Wednesday, October 5, 2011
See you later, summer.  The weather has finally gotten cooler here in Boston and I celebrated the passing of summer by baking two loaves of pumpkin bread (one for me, one for my coworkers at the office).  I'm fairly indifferent towards pumpkin as a flavoring, but it seemed like something quick I could whip up that would leave my apartment warm and smelling good.  Both of these things are true.  The pudding keeps this bread extra moist, and adds a hint of vanilla flavoring.


Vanilla Pumpkin Bread


Ingredients:
  • 5 eggs 
  • 1 1/4 cups vegetable oil 
  • 1 can (15 oz.) pumpkin 
  • 2 cups all-purpose flour 
  • 2 cups sugar 
  • 2 pkgs. (3 oz. each) cook-and-serve vanilla pudding mix 
  • 1 tsp. baking soda 
  • 1 tsp. ground cinnamon 
  • 1/2 tsp. salt 

  1. Preheat oven to 325 degrees. 
  2. In a mixing bowl, beat the eggs.

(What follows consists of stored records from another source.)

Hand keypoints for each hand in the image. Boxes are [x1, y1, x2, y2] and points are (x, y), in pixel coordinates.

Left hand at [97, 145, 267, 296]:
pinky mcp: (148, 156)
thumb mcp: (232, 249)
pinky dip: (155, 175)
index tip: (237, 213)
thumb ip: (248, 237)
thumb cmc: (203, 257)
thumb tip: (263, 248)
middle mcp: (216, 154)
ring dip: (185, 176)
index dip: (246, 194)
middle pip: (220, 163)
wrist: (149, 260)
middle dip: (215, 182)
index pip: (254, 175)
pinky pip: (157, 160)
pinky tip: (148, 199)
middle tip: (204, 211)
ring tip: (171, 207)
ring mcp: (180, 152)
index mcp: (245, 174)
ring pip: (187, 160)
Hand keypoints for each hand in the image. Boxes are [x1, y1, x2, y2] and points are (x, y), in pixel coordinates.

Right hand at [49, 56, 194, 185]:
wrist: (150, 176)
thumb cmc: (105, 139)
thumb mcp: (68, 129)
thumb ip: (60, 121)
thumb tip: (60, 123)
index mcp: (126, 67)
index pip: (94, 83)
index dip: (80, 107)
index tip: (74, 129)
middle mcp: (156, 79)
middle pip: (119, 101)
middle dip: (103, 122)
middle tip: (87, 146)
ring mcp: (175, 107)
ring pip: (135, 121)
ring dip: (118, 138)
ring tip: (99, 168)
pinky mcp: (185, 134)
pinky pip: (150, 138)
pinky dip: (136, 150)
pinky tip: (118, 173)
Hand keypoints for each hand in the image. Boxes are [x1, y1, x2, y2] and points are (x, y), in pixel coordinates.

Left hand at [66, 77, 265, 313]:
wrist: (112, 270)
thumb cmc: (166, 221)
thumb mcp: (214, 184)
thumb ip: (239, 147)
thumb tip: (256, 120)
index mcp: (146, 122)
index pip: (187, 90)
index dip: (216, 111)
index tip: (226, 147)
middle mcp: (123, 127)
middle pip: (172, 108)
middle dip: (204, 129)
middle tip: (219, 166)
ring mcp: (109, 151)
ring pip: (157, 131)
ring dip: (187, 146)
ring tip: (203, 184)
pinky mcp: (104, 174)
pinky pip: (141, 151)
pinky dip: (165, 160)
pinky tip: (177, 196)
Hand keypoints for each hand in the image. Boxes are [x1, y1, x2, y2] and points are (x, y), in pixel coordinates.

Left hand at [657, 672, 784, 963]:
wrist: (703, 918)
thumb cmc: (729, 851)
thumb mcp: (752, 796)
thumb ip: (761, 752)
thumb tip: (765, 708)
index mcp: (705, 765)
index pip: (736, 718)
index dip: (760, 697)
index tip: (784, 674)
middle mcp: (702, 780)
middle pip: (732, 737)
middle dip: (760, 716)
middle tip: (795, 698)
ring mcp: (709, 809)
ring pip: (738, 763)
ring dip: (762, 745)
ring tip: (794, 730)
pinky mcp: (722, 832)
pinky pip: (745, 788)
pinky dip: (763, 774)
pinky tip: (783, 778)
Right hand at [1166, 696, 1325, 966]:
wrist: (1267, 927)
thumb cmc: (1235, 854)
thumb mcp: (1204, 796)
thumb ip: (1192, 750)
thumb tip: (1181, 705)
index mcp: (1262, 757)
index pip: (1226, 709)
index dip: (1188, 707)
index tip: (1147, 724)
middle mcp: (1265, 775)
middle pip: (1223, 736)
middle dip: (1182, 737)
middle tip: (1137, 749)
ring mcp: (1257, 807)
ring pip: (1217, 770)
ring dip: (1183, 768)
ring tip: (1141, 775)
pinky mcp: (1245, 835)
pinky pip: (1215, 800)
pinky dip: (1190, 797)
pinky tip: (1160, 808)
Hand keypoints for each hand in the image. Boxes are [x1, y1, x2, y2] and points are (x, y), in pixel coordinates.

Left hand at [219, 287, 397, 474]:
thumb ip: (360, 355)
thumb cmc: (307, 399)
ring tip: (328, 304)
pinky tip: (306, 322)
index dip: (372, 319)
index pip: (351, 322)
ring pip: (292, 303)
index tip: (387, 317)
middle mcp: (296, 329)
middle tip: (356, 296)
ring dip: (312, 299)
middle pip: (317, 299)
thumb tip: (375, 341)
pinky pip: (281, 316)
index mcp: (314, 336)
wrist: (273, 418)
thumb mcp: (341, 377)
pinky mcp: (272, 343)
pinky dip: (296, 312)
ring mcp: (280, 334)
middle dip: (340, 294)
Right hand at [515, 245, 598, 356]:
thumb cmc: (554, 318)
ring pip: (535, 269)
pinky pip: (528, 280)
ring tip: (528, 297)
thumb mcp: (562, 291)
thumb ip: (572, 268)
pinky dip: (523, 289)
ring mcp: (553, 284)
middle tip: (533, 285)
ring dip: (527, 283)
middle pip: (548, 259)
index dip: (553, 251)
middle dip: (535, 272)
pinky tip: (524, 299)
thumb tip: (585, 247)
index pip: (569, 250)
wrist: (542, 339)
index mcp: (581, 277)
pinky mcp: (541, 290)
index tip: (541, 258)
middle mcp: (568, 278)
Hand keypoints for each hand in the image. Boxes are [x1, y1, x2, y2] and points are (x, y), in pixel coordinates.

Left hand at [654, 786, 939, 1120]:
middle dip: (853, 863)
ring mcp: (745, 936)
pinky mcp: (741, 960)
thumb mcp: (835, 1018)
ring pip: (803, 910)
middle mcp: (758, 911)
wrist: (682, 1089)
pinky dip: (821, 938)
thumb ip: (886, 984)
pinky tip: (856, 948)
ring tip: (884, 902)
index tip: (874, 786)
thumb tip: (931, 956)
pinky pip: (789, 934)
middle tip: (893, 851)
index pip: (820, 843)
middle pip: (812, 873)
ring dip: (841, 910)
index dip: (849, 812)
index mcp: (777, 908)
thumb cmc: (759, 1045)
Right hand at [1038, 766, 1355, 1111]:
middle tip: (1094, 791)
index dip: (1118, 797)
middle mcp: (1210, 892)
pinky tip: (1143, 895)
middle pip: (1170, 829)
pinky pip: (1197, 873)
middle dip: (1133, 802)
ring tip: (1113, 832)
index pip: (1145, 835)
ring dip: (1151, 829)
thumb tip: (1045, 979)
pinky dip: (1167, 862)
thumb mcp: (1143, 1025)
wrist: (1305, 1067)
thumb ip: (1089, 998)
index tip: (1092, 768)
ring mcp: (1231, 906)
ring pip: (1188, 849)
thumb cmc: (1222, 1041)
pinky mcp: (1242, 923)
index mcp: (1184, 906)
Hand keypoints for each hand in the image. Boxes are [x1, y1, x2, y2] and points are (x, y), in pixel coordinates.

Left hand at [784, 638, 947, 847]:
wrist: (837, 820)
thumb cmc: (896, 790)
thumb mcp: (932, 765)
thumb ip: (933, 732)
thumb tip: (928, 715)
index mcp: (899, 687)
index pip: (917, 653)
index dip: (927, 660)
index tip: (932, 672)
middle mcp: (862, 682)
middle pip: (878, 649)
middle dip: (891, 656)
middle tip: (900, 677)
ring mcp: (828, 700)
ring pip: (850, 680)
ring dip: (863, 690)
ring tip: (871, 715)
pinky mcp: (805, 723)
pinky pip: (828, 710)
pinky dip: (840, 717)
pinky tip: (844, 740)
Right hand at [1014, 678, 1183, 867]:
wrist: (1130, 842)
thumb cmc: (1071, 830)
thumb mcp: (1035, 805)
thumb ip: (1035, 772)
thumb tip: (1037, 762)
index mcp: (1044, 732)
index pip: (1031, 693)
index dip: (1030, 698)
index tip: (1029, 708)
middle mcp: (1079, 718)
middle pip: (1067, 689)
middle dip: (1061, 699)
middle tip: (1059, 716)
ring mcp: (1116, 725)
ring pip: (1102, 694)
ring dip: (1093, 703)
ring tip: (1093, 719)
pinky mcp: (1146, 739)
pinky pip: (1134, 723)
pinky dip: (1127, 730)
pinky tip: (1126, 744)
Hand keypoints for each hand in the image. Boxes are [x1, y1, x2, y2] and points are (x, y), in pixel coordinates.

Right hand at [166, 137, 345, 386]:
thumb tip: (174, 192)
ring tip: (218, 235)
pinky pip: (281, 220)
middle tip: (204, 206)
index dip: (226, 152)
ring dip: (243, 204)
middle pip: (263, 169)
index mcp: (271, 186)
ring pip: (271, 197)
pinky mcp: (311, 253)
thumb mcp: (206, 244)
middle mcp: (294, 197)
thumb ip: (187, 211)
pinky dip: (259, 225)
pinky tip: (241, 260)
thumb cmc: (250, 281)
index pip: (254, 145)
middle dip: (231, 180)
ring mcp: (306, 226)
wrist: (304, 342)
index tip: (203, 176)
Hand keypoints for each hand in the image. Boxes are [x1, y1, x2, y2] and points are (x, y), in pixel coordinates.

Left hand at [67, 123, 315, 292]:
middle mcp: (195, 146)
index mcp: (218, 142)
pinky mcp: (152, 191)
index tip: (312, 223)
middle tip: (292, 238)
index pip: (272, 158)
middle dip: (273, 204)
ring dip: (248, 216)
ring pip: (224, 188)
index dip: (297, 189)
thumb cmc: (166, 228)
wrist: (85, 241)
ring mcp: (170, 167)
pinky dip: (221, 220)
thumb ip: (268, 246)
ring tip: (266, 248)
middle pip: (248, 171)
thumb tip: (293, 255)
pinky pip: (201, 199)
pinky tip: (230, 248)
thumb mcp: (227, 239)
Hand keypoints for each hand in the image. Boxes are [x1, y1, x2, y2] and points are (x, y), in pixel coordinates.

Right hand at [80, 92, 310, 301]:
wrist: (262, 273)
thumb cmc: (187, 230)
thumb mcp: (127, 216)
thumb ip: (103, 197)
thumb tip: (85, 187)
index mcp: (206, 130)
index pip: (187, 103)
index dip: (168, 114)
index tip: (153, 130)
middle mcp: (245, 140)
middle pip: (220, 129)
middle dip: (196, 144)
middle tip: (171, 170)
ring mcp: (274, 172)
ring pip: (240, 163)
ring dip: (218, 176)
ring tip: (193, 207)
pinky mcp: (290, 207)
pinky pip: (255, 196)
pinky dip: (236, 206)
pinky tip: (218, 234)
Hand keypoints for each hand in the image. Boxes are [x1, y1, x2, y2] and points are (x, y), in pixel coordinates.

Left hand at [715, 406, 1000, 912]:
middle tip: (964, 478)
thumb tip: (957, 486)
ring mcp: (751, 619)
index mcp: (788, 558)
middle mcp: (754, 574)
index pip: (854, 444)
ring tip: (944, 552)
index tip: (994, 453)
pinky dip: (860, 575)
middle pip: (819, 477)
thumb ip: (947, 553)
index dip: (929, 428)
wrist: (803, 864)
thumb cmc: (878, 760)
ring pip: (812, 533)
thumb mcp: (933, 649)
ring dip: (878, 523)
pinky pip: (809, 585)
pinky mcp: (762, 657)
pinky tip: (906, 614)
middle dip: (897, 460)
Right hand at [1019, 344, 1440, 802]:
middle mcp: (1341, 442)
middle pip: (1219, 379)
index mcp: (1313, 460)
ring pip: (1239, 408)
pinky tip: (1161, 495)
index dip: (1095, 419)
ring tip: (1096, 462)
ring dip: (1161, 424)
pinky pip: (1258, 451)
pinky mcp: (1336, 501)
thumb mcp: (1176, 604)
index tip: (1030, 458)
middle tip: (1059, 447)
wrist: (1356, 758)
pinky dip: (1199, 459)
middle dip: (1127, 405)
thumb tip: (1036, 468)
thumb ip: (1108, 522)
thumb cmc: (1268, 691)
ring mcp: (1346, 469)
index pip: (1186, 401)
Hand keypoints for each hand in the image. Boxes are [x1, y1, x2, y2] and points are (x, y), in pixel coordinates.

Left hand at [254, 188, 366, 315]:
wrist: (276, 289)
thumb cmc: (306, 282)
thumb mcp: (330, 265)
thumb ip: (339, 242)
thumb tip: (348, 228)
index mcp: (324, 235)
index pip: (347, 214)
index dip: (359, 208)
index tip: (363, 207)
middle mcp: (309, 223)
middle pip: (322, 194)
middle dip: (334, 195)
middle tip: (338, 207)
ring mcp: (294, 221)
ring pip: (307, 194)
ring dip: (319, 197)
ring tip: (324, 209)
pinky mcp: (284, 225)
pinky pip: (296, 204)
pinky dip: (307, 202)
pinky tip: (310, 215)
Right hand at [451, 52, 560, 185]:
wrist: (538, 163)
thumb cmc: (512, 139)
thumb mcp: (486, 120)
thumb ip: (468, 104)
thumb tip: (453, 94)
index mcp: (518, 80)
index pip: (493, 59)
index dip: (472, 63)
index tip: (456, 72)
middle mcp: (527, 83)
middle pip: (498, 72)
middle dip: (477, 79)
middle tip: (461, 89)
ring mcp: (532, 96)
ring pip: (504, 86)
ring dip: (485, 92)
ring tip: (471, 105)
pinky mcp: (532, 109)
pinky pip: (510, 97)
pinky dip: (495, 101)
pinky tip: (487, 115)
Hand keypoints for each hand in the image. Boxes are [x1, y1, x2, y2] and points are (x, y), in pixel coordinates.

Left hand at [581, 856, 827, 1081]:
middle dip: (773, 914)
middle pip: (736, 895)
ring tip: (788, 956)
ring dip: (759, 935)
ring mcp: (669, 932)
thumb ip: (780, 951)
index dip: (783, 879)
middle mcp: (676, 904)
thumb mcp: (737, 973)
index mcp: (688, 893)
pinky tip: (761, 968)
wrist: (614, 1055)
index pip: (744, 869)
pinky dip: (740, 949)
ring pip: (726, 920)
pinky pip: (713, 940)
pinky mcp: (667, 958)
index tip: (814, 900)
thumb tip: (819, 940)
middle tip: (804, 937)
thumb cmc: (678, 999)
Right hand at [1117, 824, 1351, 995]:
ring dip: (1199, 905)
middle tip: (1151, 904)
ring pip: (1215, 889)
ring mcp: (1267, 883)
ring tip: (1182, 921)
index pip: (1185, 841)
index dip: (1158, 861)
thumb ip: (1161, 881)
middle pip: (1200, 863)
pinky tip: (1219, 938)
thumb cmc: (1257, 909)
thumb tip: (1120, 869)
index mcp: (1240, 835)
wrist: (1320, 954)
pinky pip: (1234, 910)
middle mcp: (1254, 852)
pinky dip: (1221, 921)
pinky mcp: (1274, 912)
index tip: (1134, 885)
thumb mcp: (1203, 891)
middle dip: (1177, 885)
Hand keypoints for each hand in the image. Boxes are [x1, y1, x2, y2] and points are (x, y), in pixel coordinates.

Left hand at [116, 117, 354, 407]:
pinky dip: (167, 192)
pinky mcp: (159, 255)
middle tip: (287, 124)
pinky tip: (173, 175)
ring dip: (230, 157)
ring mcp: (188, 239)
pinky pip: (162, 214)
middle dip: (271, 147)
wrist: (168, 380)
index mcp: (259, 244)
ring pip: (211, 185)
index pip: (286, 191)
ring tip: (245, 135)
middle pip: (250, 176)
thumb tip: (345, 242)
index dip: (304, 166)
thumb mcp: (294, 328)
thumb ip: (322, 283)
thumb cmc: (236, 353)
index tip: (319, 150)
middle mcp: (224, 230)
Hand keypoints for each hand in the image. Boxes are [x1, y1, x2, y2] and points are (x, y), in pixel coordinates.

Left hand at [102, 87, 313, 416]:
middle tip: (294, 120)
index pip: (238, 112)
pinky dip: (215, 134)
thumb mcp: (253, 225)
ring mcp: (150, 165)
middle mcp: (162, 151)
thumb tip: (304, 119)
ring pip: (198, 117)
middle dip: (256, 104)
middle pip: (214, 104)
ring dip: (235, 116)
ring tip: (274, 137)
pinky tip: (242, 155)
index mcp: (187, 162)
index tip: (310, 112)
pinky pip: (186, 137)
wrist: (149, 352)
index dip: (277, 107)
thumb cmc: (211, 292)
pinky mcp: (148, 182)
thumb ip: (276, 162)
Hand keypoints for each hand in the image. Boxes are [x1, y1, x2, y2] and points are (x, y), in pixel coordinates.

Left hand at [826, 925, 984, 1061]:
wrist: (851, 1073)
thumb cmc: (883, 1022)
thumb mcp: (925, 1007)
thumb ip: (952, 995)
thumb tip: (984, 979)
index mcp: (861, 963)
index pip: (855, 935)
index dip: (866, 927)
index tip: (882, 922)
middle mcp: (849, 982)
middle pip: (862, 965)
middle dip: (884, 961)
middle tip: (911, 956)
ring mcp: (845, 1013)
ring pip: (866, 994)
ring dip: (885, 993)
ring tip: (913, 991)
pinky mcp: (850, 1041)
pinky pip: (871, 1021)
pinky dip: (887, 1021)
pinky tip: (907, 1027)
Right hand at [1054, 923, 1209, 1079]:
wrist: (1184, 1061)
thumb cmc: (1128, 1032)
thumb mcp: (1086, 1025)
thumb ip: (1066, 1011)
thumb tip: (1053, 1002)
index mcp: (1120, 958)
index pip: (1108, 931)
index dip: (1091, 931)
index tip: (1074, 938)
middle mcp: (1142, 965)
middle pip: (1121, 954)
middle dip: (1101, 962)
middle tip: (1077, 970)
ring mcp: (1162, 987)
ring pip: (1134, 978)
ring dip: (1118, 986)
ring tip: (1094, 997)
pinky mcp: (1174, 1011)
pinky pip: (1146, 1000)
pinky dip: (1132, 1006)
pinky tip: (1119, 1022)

Add oil and pumpkin; beat until smooth. 
  3. Combine remaining ingredients; gradually beat into pumpkin mixture. 
  4. Pour batter into 2 greased 8 x 4 x 2" loaf pans for 75-80 minutes OR 5 greased 5 x 2.5 x 2" inch loaf pans for 50-55 minutes / until a toothpick inserted near the center comes out clean.
  5.  Cool for 10 minutes; remove from pans to wire racks to cool completely.